Don't be a dummy cum on the tummy. Make her a slut, and cum in her butt. Have no fear, jizz in her ear. Don't be a noob, cum on her boob. Forget her rack, blow on her back. Just take off your coat and jizz in her throat. And if she seals off her holes, cum in her rolls
is that a poem?!
After me and my boyfriend broke up I had to resist the temptation to send a mass text to my booty calls saying "thank you for your patience. it will be rewarded."
nothing cures the holiday blues like an open bar
This flask doesn't match my outfit. I hope the gays don't mind.
Restaurants Roasting People Who Gave Them Negative Yelp Reviews (25 Pics)
i know im back at school when i can poke any random spot on my body and expect a 80% chance that theres a bruise there
So the bar isnt gonna put that broken window on my tab. appaerently they want cash
I'm currently looking on facebook to see how slutty the girls from my kindergarden class are now.
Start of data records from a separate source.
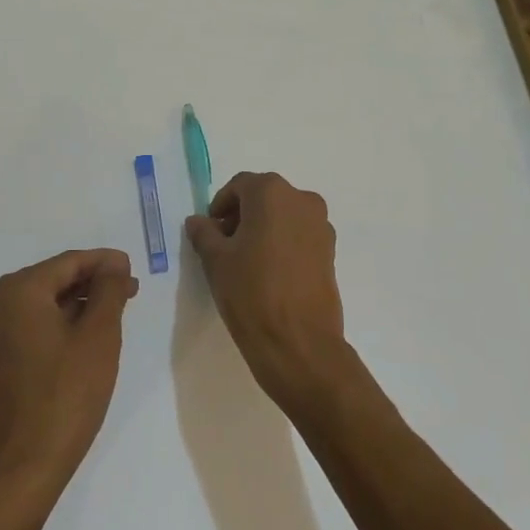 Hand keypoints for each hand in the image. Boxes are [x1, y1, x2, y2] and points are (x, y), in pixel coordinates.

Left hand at [0, 248, 138, 497]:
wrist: (18, 472)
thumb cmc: (64, 397)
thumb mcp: (98, 338)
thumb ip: (108, 292)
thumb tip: (113, 265)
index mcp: (19, 291)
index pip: (70, 262)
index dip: (105, 262)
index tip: (133, 269)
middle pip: (54, 281)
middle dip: (92, 284)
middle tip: (129, 291)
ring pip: (43, 306)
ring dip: (78, 306)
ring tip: (113, 314)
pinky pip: (32, 329)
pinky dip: (59, 326)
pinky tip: (84, 340)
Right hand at [183, 172, 349, 411]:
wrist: (299, 344)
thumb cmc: (251, 293)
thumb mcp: (216, 261)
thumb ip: (204, 233)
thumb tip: (198, 221)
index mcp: (271, 193)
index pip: (239, 186)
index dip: (221, 206)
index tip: (210, 231)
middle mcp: (301, 200)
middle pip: (264, 197)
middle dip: (242, 216)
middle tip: (224, 246)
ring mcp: (321, 226)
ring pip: (284, 216)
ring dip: (264, 229)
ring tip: (247, 262)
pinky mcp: (331, 252)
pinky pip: (300, 236)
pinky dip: (283, 244)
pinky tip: (269, 273) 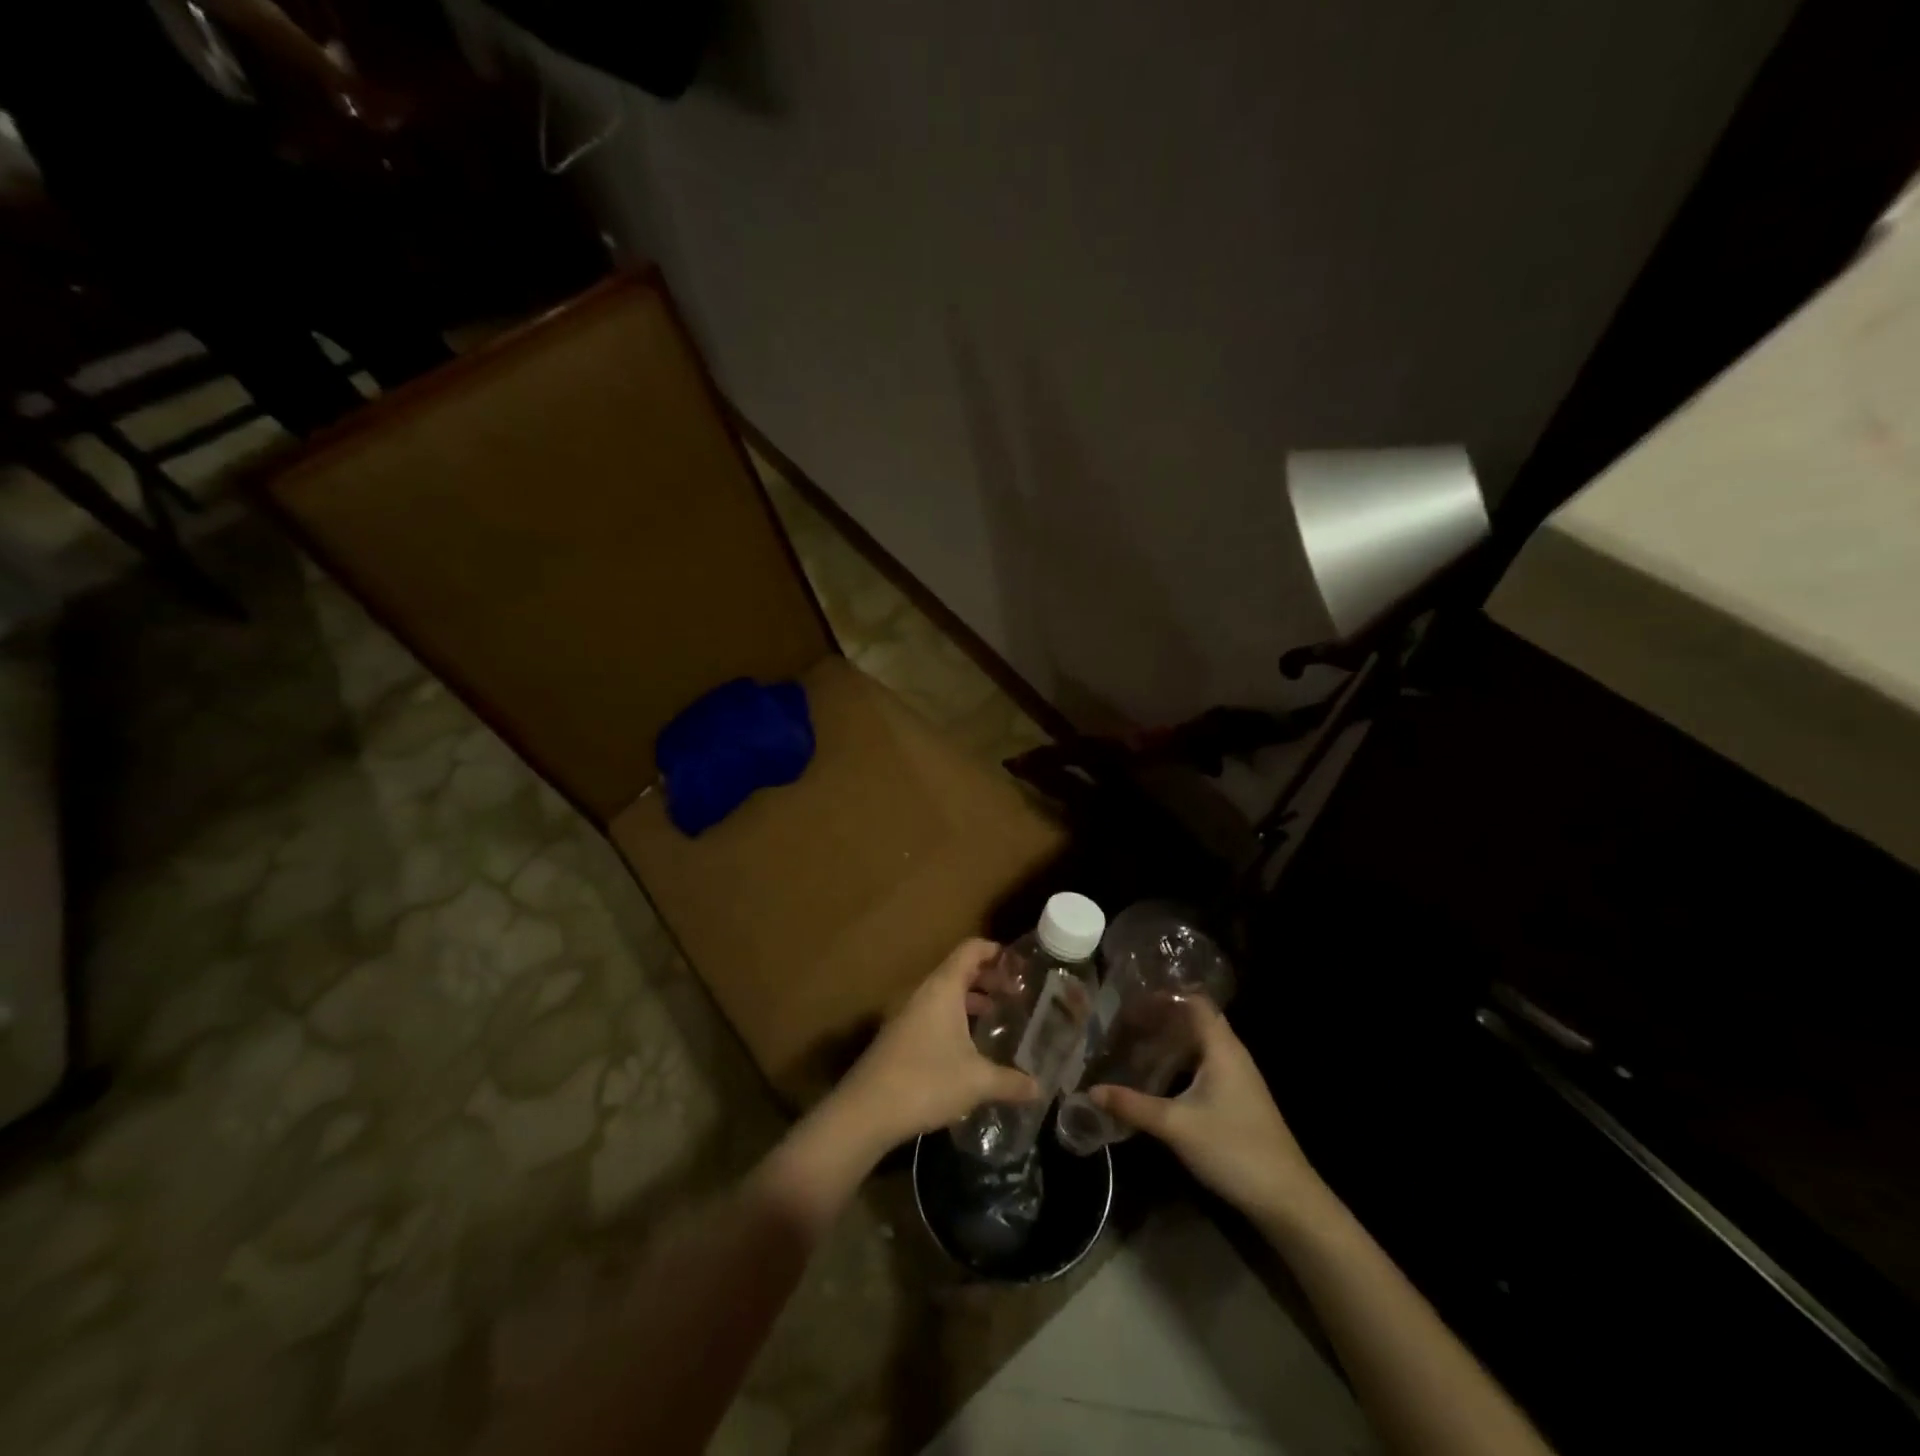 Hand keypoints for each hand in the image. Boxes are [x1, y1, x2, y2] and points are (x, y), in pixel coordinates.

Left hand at [831, 939, 1040, 1153]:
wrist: (866, 1110)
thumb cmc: (926, 1081)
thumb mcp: (977, 1081)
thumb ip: (1011, 1081)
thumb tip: (1039, 1088)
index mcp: (943, 988)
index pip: (971, 950)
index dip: (995, 951)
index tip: (1020, 965)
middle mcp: (924, 993)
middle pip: (959, 970)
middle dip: (988, 978)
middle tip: (1016, 994)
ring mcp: (908, 1014)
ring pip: (945, 994)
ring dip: (971, 1000)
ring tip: (997, 1016)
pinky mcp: (900, 1036)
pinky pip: (933, 1013)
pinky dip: (955, 1018)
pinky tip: (969, 1046)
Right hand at [1092, 1000, 1327, 1225]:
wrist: (1286, 1199)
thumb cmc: (1233, 1149)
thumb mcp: (1176, 1126)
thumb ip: (1133, 1105)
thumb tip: (1090, 1091)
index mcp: (1222, 1047)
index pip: (1193, 1001)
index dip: (1163, 996)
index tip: (1129, 1000)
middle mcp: (1232, 1053)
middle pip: (1194, 1020)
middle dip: (1160, 1018)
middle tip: (1124, 1022)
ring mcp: (1238, 1077)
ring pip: (1199, 1044)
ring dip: (1170, 1041)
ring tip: (1134, 1044)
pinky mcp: (1238, 1098)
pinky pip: (1204, 1064)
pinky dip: (1180, 1062)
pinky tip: (1158, 1077)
I have a problem.
I'm using toast as a chaser. If I wasn't already so fucked up this would be revolting.
I should've been more social I guess. I feel bad not meeting the people who willingly sucked alcohol out of my navel...
Woman Posts Harassing DMs From Creep Online, Now He’s Upset Because People Told His Mom
you were like "guys ... i think i got fingered while dancing tonight"
our poor poor cab driver
Dude you asked your tattoo if it wanted to go swimming
Are you still feeling it? I'm in the bathtub. The water doesn't work but it's okay because I'm wearing pants.
We got caught fucking on the couch while I was in my Godzilla onesie.
Just wore the promise ring dad gave me freshman year of high school as a fake wedding band while I bought a pregnancy test. I think it's safe to say that's not what he had in mind with that gift 14 years ago.
I got the shit slapped outta me last night but the pain in my jaw doesn’t even compare to the hangover I have.